学校

コミュニティ・スクールは地域の宝
エコガラス安全合わせガラス仕様で明るく安全に

画像
立地
鳥取県日野町
建築形態
RC造(増改築)
設計
株式会社桑本建築設計事務所
ガラス施工
鳥取福間商事株式会社
施工
美保テクノス・リンクス・大松建設
特定建設工事共同企業体
工期
2022年4月~12月

鳥取県 日野町立日野学園

住民が積極的に学校運営に参加・参画する“コミュニティ・スクール”が増えてきた。校舎は児童生徒の学びだけでなく、地域の大人が積極的に関わり子どもと共に活動する場になりつつある。多様な人々が出入りする環境の安全を保ち、同時にオフィスビル並みの快適さも付加していく…新しい学校のあり方を、エコガラス安全合わせガラス仕様の窓が支えていた。

1 小さなまちの全小中学生が集まる公立義務教育学校

外観

日野学園校舎。旧根雨小学校校舎の延長上、奥に見える教室棟が増築されてL字型平面となった

日野町は鳥取県西南部に位置しています。古くから“たたら製鉄”で栄え、江戸時代初期は黒坂地区に城が築かれ城下町として整備されました。また根雨地区には出雲街道の宿場『根雨(ねう)宿』があり、交通の要衝として賑わいました。そんな豊かな歴史を持つまちです。

町立日野学園を訪ねました。今年度は109名の児童生徒が学ぶ小中一貫の義務教育学校で、一級河川・日野川沿いの豊かな緑に囲まれています。
2023年春、町内2小学校と1中学校を閉校として新たに開校しました。

町内の小中学生が一堂に会するこの学校は、コミュニティ・スクールとして多くの住民が関わっています。「かつては地域の人たちと関わる中でも子どもたちは育っていました」と話すのは砂流誠吾校長。社会に出て生きる力を大人から学んでほしい、と続けました。

玄関

児童生徒用昇降口と職員・来客用玄関が分けられているエントランス。ゆったりと明るく、外部からの訪問者を迎え入れる雰囲気がある。正面には図書館を配置

1年生から9年生をひとつの校舎に集めた教育環境について、ある程度のボリュームを持つ同年代の中で過ごすことが「多様性を学び、リーダーシップを身につけるために欠かせません」。

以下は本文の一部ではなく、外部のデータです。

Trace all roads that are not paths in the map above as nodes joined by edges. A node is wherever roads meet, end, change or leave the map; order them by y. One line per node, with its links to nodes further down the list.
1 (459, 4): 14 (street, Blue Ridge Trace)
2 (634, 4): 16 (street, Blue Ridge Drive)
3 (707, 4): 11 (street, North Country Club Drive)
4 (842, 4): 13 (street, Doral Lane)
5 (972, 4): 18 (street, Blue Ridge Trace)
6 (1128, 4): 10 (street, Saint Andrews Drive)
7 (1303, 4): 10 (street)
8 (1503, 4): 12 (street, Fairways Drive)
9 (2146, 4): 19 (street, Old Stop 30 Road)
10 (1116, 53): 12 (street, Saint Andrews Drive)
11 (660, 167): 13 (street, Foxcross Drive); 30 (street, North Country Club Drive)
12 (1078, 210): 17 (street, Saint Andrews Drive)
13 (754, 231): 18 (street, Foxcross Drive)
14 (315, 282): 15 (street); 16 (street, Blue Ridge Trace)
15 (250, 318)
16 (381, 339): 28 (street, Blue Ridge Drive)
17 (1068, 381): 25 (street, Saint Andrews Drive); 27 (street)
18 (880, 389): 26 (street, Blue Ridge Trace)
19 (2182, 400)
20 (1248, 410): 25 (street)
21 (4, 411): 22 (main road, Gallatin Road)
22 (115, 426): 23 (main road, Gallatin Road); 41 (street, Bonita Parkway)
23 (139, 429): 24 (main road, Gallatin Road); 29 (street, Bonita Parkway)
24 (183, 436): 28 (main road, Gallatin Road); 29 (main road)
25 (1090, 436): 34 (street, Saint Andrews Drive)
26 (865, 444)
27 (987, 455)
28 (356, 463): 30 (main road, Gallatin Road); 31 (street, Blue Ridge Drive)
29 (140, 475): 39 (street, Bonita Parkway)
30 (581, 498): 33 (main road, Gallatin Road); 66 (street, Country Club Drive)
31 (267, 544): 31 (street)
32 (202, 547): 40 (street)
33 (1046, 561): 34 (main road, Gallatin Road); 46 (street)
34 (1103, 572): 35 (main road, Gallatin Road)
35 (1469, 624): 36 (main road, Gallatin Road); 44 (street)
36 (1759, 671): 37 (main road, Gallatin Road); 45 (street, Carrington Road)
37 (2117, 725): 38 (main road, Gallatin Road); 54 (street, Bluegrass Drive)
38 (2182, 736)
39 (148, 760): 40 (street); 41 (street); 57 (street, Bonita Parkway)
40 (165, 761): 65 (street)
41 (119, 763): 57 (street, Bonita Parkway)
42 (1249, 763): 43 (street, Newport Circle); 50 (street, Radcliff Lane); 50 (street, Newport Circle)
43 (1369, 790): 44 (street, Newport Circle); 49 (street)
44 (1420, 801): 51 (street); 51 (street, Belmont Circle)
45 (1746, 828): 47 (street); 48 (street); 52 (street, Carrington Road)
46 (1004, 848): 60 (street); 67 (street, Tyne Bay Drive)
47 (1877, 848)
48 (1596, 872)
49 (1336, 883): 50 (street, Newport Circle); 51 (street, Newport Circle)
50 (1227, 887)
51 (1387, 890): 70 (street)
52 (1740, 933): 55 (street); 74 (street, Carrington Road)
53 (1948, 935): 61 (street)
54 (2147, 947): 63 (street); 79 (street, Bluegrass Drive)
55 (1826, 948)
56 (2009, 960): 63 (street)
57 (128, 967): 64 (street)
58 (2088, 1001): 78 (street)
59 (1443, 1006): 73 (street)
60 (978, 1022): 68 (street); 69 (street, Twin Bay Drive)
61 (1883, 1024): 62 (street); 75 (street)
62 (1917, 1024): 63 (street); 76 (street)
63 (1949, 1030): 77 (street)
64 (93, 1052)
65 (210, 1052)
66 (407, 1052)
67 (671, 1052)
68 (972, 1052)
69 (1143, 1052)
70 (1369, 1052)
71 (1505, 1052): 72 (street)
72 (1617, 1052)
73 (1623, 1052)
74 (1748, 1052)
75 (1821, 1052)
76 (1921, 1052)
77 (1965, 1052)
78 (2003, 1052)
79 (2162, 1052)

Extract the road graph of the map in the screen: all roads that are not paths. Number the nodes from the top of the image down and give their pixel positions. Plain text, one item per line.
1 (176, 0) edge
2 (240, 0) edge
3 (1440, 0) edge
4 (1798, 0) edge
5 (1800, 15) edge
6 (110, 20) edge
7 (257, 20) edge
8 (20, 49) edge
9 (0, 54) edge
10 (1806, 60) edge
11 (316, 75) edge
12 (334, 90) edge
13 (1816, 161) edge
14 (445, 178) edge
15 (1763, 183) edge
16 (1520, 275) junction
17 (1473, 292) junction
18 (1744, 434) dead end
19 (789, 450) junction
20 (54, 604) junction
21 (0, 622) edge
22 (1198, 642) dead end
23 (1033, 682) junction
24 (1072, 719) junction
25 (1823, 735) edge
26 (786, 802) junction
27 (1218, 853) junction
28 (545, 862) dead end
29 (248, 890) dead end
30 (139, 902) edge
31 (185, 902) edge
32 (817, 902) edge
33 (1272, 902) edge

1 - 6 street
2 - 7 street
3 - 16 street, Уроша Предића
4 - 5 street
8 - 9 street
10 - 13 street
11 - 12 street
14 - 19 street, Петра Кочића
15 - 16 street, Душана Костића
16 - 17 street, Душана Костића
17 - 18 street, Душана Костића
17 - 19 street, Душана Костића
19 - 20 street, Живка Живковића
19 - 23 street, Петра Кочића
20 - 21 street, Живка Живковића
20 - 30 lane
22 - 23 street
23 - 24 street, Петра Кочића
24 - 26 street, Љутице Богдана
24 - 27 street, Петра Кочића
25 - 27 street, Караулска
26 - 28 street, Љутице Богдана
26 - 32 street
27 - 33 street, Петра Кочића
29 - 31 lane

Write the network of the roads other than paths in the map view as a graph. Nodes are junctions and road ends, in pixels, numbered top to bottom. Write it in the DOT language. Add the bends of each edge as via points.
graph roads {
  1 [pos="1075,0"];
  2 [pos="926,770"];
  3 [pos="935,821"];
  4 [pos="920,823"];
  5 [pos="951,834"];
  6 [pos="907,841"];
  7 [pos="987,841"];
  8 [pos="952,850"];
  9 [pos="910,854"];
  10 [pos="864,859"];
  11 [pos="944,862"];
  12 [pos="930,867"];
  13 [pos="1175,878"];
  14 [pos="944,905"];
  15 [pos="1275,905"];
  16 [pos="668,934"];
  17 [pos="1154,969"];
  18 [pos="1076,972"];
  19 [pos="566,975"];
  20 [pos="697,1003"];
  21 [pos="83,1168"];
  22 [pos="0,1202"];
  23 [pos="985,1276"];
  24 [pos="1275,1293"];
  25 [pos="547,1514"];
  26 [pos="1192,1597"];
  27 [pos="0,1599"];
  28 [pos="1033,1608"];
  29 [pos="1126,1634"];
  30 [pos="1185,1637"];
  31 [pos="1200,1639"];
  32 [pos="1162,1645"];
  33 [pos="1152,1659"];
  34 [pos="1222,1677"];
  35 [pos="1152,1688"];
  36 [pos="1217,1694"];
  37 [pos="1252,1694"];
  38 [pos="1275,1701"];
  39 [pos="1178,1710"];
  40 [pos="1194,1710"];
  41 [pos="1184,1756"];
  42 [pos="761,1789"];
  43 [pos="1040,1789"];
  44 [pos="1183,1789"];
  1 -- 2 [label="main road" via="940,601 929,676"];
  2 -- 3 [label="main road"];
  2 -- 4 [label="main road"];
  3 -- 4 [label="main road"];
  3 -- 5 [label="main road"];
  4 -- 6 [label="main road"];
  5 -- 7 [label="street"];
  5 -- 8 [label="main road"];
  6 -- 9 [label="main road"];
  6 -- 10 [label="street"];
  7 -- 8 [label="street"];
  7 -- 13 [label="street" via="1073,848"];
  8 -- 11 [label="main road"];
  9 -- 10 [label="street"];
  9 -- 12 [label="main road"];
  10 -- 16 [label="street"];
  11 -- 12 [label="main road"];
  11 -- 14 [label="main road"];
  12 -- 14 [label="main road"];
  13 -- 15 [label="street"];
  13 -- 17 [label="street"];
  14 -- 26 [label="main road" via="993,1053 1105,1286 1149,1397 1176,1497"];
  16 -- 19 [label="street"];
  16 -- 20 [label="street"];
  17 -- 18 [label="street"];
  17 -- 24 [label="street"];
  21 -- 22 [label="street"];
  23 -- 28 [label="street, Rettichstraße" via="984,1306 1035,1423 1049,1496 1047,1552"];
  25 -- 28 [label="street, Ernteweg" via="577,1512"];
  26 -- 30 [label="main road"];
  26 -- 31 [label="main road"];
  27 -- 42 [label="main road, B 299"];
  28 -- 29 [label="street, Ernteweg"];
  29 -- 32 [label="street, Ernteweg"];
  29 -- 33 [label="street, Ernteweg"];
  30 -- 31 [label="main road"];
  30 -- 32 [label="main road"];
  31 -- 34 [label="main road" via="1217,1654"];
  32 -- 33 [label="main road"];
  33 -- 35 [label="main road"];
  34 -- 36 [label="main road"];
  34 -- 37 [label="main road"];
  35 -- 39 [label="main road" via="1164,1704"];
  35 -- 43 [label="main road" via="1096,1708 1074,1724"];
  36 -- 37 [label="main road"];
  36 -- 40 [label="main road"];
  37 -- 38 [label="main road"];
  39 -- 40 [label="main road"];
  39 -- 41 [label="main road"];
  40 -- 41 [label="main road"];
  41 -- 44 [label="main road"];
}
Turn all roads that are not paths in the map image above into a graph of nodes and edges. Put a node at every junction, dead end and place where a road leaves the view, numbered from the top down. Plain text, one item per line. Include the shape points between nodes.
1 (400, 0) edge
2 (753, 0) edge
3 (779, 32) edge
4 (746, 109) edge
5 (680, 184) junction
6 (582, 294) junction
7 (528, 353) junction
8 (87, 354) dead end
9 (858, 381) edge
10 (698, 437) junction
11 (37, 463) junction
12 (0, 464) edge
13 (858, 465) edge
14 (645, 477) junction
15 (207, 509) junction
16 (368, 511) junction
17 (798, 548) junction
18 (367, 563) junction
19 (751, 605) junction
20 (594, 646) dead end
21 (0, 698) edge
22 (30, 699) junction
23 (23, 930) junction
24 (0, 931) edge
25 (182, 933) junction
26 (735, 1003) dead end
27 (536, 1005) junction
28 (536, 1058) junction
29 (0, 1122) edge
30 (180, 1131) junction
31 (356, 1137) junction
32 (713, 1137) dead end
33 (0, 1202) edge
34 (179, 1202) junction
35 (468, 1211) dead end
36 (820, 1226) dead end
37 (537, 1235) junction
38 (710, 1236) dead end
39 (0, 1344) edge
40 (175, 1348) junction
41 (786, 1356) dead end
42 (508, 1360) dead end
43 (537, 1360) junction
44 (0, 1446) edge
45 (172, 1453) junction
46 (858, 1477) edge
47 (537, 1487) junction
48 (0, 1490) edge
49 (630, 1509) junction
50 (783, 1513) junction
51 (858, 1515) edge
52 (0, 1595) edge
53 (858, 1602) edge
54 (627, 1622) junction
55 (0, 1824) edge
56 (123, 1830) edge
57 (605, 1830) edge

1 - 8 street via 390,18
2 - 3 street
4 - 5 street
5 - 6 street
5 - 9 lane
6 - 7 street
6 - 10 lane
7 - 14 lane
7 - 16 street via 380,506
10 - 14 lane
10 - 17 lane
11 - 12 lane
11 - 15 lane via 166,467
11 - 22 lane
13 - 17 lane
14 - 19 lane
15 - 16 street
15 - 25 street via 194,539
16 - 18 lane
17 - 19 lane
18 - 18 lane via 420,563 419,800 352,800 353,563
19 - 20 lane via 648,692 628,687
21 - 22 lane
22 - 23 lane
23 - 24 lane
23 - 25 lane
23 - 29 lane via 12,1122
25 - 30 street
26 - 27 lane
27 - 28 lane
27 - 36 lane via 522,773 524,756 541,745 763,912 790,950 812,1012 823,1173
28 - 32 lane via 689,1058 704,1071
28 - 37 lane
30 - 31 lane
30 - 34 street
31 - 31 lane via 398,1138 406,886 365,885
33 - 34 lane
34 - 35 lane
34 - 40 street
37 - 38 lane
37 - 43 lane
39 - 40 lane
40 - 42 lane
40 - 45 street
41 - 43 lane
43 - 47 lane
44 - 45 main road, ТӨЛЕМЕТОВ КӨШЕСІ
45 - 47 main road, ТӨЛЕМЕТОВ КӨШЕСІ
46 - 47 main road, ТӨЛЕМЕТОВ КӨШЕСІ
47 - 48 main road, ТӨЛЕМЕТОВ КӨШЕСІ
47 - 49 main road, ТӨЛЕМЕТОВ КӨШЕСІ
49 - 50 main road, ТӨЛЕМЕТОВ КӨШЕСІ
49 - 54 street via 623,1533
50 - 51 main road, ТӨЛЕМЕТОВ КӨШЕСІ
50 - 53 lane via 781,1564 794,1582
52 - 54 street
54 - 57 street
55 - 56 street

敷地は川の対岸に町役場や駅、隣には地域の中核病院があるロケーションで、校舎は災害時の避難所にも指定されています。まちの教育・文化を担う学園への期待が感じられました。

2 子どもやボールのぶつかり、災害時の飛来物に強い窓

授業風景

7年生(中学1年生)の教室。東を向く窓から里山の緑と校庭が見渡せる。腰壁には日野町産杉LVL材を使用

校舎は旧根雨小学校の校舎に増改築を施したものです。義務教育学校開校による教室数増に対応し、教室棟と、図書館やホールのある昇降口棟は新築され、高い環境性能が付加されました。

安全合わせガラスとエコガラスを組み合わせて防犯・安全・断熱力を高めた窓ガラスも、その一環です。教室棟の室内と廊下、昇降口、図書館の開口部に使われています。

マーク

学校向けに衝突安全性能等が高められた安全合わせガラスと、エコガラスを組み合わせた高機能ガラスを窓に

安全合わせガラスは2枚の板ガラスの間に透明な合成樹脂の中間膜をはさみ、外から何かぶつかっても割れにくく、万一破損しても破片がほとんど飛び散らないガラスです。
学校建築においては、校庭からボールが飛んできたり廊下や教室で子どもたちが衝突する可能性がある中で、窓周辺での怪我や事故の軽減が主な役割に。

さらに地域の指定避難所なども、安全合わせガラスの仕事場に想定されます。

例えば台風や豪雨災害時は強風で飛来物が多くなり、飛んできた瓦や看板でガラスが壊される不安も増します。大勢が避難している体育館で窓が割れれば、危険なのはもちろん、雨風が吹き込んで避難どころではなくなってしまいます。
非常時に安全安心を確保したい空間で、もっとも活きるガラスといえるでしょう。

保健室

校庭側を向く保健室の窓は、ボールが飛んできても大丈夫

日野町は過去に、その効果を実感した経験をもっています。
2008年にガラスメーカーから安全合わせガラスの寄贈があり、旧日野中学校で採用されました。数年後、鳥取中部地震で日野中学校は避難所となり、多くの地域住民に安心できる場を提供したといいます。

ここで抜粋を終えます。